Georg Dionysius Ehret (German, 1708-1770)
Watercolor heightened with gum arabic on vellum
Vellum 17 1/2” x 12 1/2”
Frame: modern; 25 3/4” x 20”
Signed and dated l.r.: G.D. Ehret pinxt 1761
Inscribed beneath image: RHODODENDRON folius nitidis ovalibusmargine acuto reflexo. Linn. Sp. plat
Georg Dionysius Ehret (1708-1770) was arguably the finest flower painter of the eighteenth- century Europe. His illustrations are some of the first works to reflect the Linnaean system of classification. Born in Heidelburg to a market gardener, Ehret began his working life as a gardener's apprentice, eventually becoming a chief gardener for the Elector of Heidelburg and the Margrave of Baden, whose prize tulips and hyacinths he painted. Ehret soon moved on to a number of cities across Europe, collecting eminent friends and important patrons as he traveled. His list of benefactors included the most brilliant and celebrated natural history enthusiasts of his day, among whom was Dr. Christopher Trew, a wealthy Nuremberg physician who became his lifelong patron, friend and collaborator. From 1750 until Ehret's death in 1770, he and Trew collaborated on the publication of the important illustrated volumes Plantae Selectae and Hortus Nitidissimus, both of which added to the rising acclaim for the artist's considerable talents as a botanical painter. Also among Ehret's admirers were the Parisian naturalist Bernard de Jussieu and the great Swedish naturalist Linnaeus.

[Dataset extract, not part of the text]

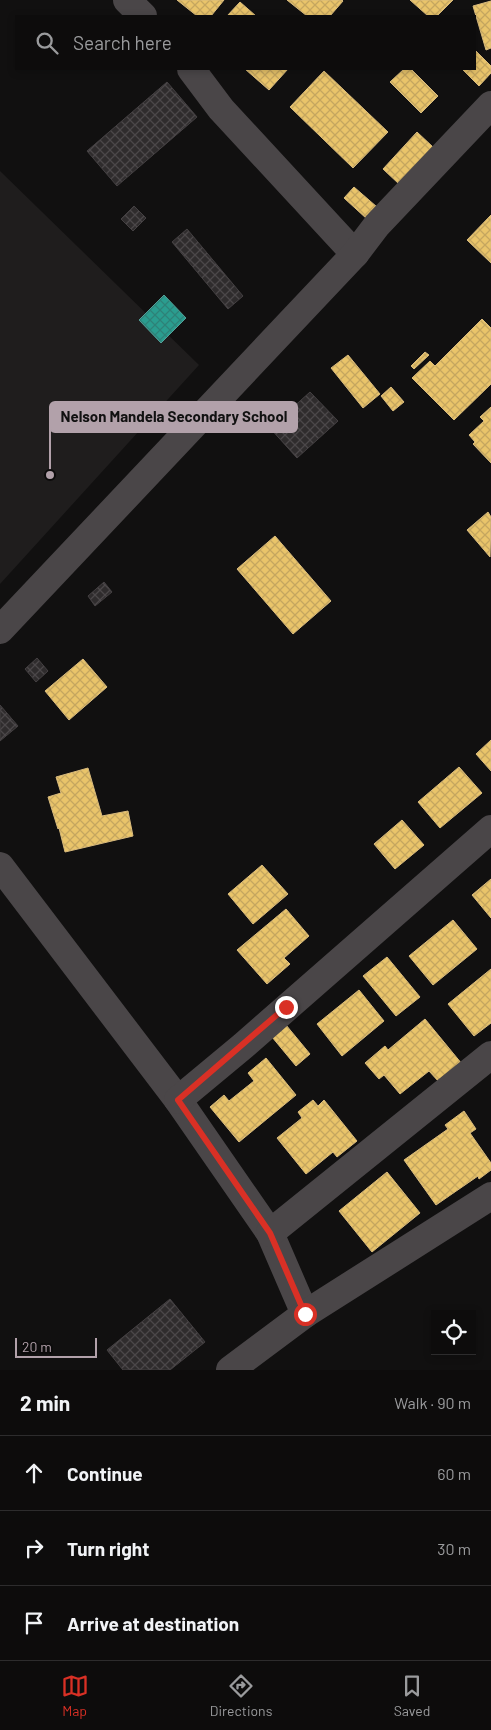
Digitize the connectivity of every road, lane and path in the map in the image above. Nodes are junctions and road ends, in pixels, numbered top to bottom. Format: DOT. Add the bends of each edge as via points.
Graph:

For Plantae Selectae, the level of botanical interest and exotic appeal were how Ehret and Trew chose which illustrations to use. They had to decide on a way to present these tropical subjects to the public that had only recently been introduced to Europe. These original watercolors of the rhododendron and arum were painted in preparation for the printed work and then translated into hand-colored engravings by Johannes Jacobus and Johannes Elias Haid. Though Ehret's work is best known through printed illustrations done in collaboration with Trew, even his impressive engravings cannot compare with the vibrancy, color, and detail of the original paintings. Only in his remarkably sensuous and accurate watercolors is the full extent of his mastery and sensitivity clear. Ehret's delicate modulations of tone and shadow bring a vitality to these exquisite original watercolors, belying their ostensibly documentary purpose. His distinctive style transcends scientific illustration.